(Required work)
Every line below that has "凤凰山脚路" in it should be copied.

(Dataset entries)
+ + + +
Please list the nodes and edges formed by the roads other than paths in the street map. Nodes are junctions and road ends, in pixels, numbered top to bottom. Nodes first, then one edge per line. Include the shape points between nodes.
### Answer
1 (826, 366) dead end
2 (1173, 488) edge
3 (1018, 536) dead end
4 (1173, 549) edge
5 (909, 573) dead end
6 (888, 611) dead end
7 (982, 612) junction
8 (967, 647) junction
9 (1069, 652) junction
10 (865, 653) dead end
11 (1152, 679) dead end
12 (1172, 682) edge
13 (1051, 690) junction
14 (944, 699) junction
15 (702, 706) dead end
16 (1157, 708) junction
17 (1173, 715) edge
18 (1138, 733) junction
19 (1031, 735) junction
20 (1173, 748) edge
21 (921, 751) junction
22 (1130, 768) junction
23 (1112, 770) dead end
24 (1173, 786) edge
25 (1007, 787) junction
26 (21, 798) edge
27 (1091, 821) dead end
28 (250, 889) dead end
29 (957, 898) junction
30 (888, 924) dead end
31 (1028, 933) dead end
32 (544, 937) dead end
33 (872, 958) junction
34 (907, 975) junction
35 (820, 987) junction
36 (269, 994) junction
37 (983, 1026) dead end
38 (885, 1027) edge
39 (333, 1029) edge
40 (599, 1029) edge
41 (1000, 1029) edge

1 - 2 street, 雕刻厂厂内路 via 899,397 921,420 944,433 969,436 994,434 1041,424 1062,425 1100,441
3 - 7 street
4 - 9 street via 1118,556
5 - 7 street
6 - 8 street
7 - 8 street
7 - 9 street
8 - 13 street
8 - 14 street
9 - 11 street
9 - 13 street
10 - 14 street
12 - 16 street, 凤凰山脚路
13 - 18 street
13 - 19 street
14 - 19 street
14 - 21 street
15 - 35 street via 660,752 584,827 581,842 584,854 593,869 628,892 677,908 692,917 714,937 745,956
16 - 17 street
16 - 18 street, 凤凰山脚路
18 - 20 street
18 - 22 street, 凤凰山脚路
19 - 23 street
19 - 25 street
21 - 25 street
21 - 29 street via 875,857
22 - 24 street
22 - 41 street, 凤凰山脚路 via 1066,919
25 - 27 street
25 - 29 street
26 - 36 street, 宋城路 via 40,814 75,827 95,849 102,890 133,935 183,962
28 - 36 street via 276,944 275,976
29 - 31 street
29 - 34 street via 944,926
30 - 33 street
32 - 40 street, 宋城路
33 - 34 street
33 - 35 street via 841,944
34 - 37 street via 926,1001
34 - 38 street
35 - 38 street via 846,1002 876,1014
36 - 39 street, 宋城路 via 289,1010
+ + + +
(Result of this exercise)
12 - 16 street, 凤凰山脚路
16 - 18 street, 凤凰山脚路
18 - 22 street, 凤凰山脚路
22 - 41 street, 凤凰山脚路 via 1066,919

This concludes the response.